= Beginning of Section =

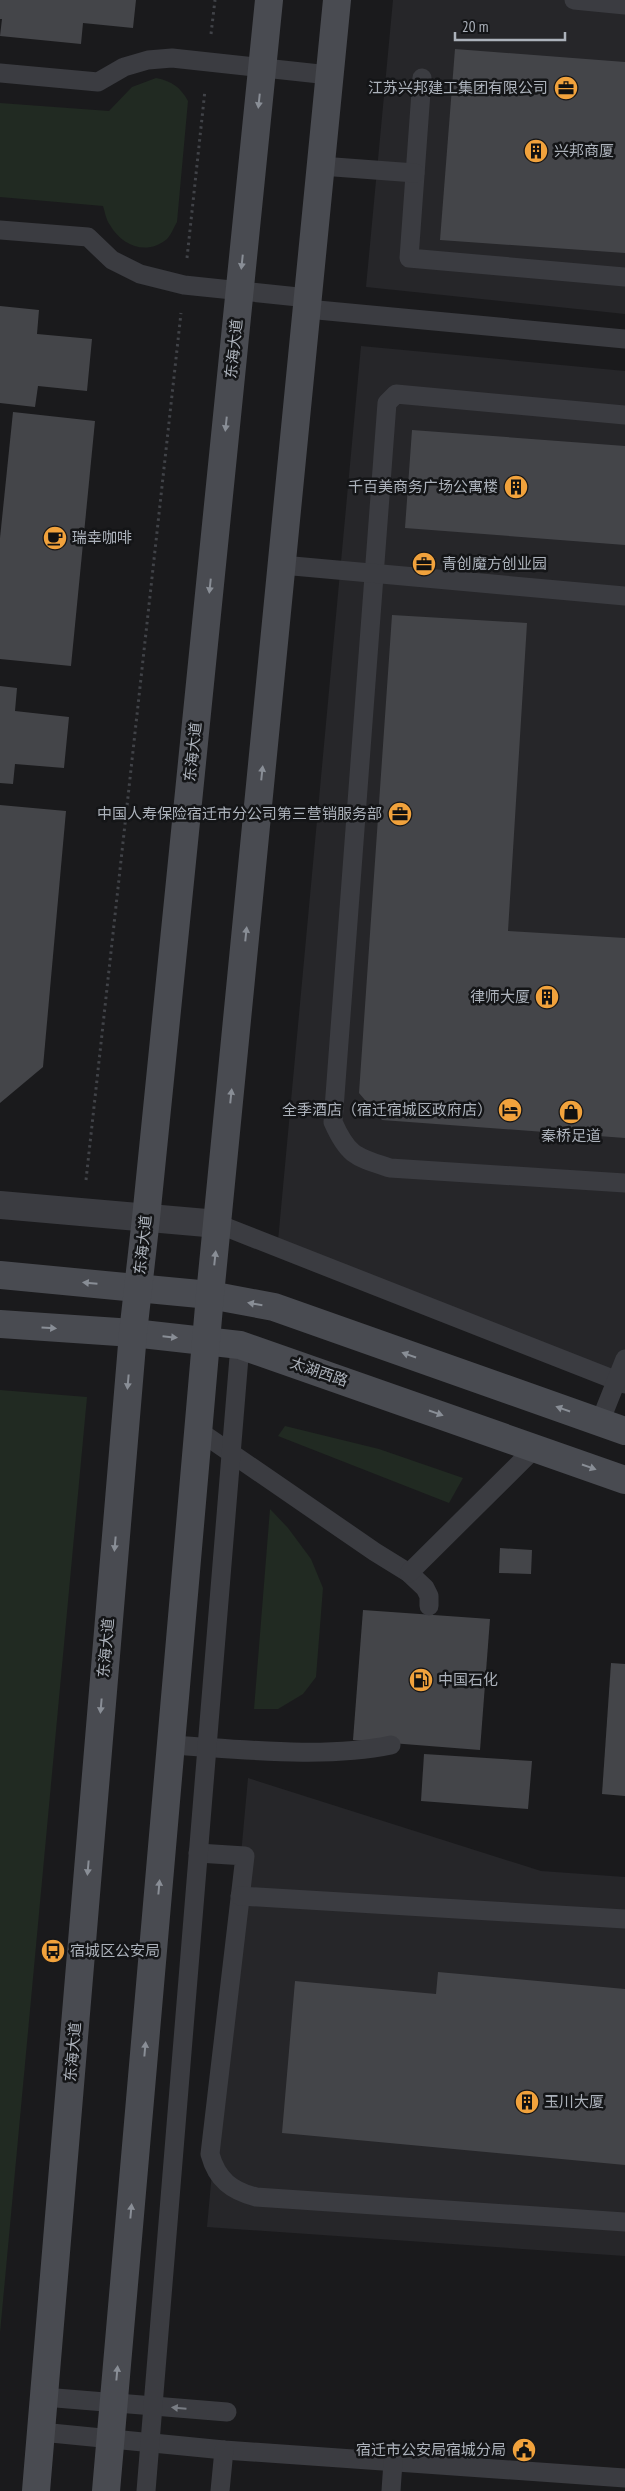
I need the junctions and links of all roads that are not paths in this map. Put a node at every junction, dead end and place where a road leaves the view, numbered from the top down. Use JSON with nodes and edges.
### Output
{"nodes":[{"id":1,"x":269,"y":0,"type":"edge"},
{"id":2,"x":337,"y":0,"type":"edge"},
{"id":3,"x":574,"y":0,"type":"edge"},
{"id":4,"x":625,"y":5,"type":"edge"},
{"id":5,"x":262,"y":67,"type":"junction"},
{"id":6,"x":0,"y":73,"type":"edge"},
{"id":7,"x":329,"y":74,"type":"junction"},
{"id":8,"x":422,"y":78,"type":"dead end"},
{"id":9,"x":321,"y":166,"type":"junction"},
{"id":10,"x":415,"y":173,"type":"junction"},
{"id":11,"x":0,"y":230,"type":"edge"},
{"id":12,"x":625,"y":277,"type":"edge"},
{"id":13,"x":240,"y":291,"type":"junction"},
{"id":14,"x":307,"y":304,"type":"junction"},
{"id":15,"x":625,"y":338,"type":"edge"},
{"id":16,"x":625,"y":415,"type":"edge"},
{"id":17,"x":282,"y":566,"type":"junction"},
{"id":18,"x":373,"y":574,"type":"junction"},
{"id":19,"x":625,"y":596,"type":"edge"},
{"id":20,"x":625,"y":1183,"type":"edge"},
{"id":21,"x":0,"y":1205,"type":"edge"},
{"id":22,"x":146,"y":1218,"type":"junction"},
{"id":23,"x":218,"y":1224,"type":"junction"},
{"id":24,"x":0,"y":1274,"type":"edge"},
{"id":25,"x":139,"y":1287,"type":"junction"},
{"id":26,"x":210,"y":1296,"type":"junction"},
{"id":27,"x":0,"y":1324,"type":"edge"},
{"id":28,"x":132,"y":1333,"type":"junction"},
{"id":29,"x":206,"y":1341,"type":"junction"},
{"id":30,"x":240,"y":1345,"type":"junction"},
{"id":31,"x":625,"y":1359,"type":"edge"},
{"id":32,"x":621,"y":1382,"type":"edge"},
{"id":33,"x":612,"y":1426,"type":"edge"},
{"id":34,"x":199,"y":1431,"type":"junction"},
{"id":35,"x":535,"y":1448,"type":"junction"},
{"id":36,"x":231,"y":1453,"type":"junction"},
{"id":37,"x":625,"y":1480,"type":"edge"},
{"id":38,"x":409,"y":1573,"type":"junction"},
{"id":39,"x":429,"y":1606,"type":"dead end"},
{"id":40,"x":172,"y":1745,"type":"junction"},
{"id":41,"x":391,"y":1745,"type":"dead end"},
{"id":42,"x":207,"y":1747,"type":"junction"},
{"id":43,"x":198,"y":1853,"type":"junction"},
{"id":44,"x":240,"y":1896,"type":"junction"},
{"id":45,"x":625,"y":1919,"type":"edge"},
{"id":46,"x":625,"y":2222,"type":"edge"},
{"id":47,"x":44,"y":2397,"type":"junction"},
{"id":48,"x":114,"y":2402,"type":"junction"},
{"id":49,"x":153,"y":2406,"type":"junction"},
{"id":50,"x":227,"y":2412,"type":"dead end"},
{"id":51,"x":41,"y":2432,"type":"junction"},
{"id":52,"x":111,"y":2439,"type":"junction"},
{"id":53,"x":150,"y":2443,"type":"junction"},
{"id":54,"x":224,"y":2450,"type":"junction"},
{"id":55,"x":393,"y":2462,"type":"junction"},
{"id":56,"x":621,"y":2482,"type":"edge"},
{"id":57,"x":36,"y":2491,"type":"edge"},
{"id":58,"x":106,"y":2491,"type":"edge"},
{"id":59,"x":146,"y":2491,"type":"edge"},
{"id":60,"x":220,"y":2491,"type":"edge"},
{"id":61,"x":391,"y":2491,"type":"edge"}],
"edges":[{"from":1,"to":5,"type":"street","name":"东海大道"},
{"from":2,"to":7,"type":"street"},
{"from":3,"to":4,"type":"lane"},
{"from":5,"to":6,"type":"lane"},
{"from":5,"to":7,"type":"lane"},
{"from":5,"to":13,"type":"street","name":"东海大道","one_way":true},
{"from":7,"to":9,"type":"street"},
{"from":8,"to":10,"type":"lane"},
{"from":9,"to":10,"type":"lane"},
{"from":9,"to":14,"type":"street"},
{"from":10,"to":12,"type":"lane"},
{"from":11,"to":13,"type":"lane"},
{"from":13,"to":14,"type":"lane"},
{"from":13,"to":22,"type":"street","name":"东海大道","one_way":true},
{"from":14,"to":15,"type":"lane"},
{"from":14,"to":17,"type":"street"},
{"from":16,"to":18,"type":"lane"},
{"from":17,"to":18,"type":"lane"},
{"from":23,"to":17,"type":"street","one_way":true},
{"from":18,"to":19,"type":"lane"},
{"from":18,"to":20,"type":"lane"},
{"from":21,"to":22,"type":"street"},
{"from":22,"to":23,"type":"street"},
{"from":22,"to":25,"type":"street","name":"东海大道"},
{"from":26,"to":23,"type":"street","one_way":true},
{"from":23,"to":32,"type":"lane"},
{"from":25,"to":24,"type":"street","one_way":true},
{"from":25,"to":26,"type":"street"},
{"from":25,"to":28,"type":"street","name":"东海大道"},
{"from":26,"to":29,"type":"street"},
{"from":33,"to":26,"type":"street","one_way":true},
{"from":27,"to":28,"type":"street","name":"太湖西路","one_way":true},
{"from":28,"to":29,"type":"street","name":"太湖西路","one_way":true},
{"from":28,"to":47,"type":"street","name":"东海大道","one_way":true},
{"from":29,"to":30,"type":"street","name":"太湖西路"},
{"from":29,"to":34,"type":"street"},
{"from":30,"to":35,"type":"street","name":"太湖西路","one_way":true},
{"from":30,"to":36,"type":"lane"},
{"from":31,"to":32,"type":"lane"},
{"from":32,"to":33,"type":"lane"},
{"from":34,"to":36,"type":"lane"},
{"from":34,"to":40,"type":"street"},
{"from":35,"to":37,"type":"street","name":"太湖西路","one_way":true},
{"from":35,"to":38,"type":"lane"},
{"from":36,"to":38,"type":"lane"},
{"from":36,"to":42,"type":"lane"},
{"from":38,"to":39,"type":"lane"},
{"from":40,"to":42,"type":"lane"},
{"from":48,"to":40,"type":"street","one_way":true},
{"from":41,"to":42,"type":"lane"},
{"from":42,"to":43,"type":"lane"},
{"from":43,"to":44,"type":"lane"},
{"from":43,"to":49,"type":"lane"},
{"from":44,"to":45,"type":"lane"},
{"from":44,"to":46,"type":"lane"},
{"from":47,"to":48,"type":"lane"},
{"from":47,"to":51,"type":"street","name":"东海大道"},
{"from":48,"to":49,"type":"lane"},
{"from":48,"to":52,"type":"street"},
{"from":50,"to":49,"type":"lane","one_way":true},
{"from":49,"to":53,"type":"lane"},
{"from":51,"to":52,"type":"lane"},
{"from":51,"to":57,"type":"street","name":"东海大道"},
{"from":52,"to":53,"type":"lane"},
{"from":52,"to":58,"type":"street"},
{"from":53,"to":54,"type":"lane"},
{"from":53,"to":59,"type":"lane"},
{"from":54,"to":55,"type":"lane"},
{"from":54,"to":60,"type":"lane"},
{"from":55,"to":56,"type":"lane"},
{"from":55,"to":61,"type":"lane"}]}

= End of Section =

Every line in the data above that contains "edges" needs to be copied.

## OUTPUT FOR THIS EXERCISE
I need the junctions and links of all roads that are not paths in this map. Put a node at every junction, dead end and place where a road leaves the view, numbered from the top down. Use JSON with nodes and edges.
"edges":[{"from":1,"to":5,"type":"street","name":"东海大道"},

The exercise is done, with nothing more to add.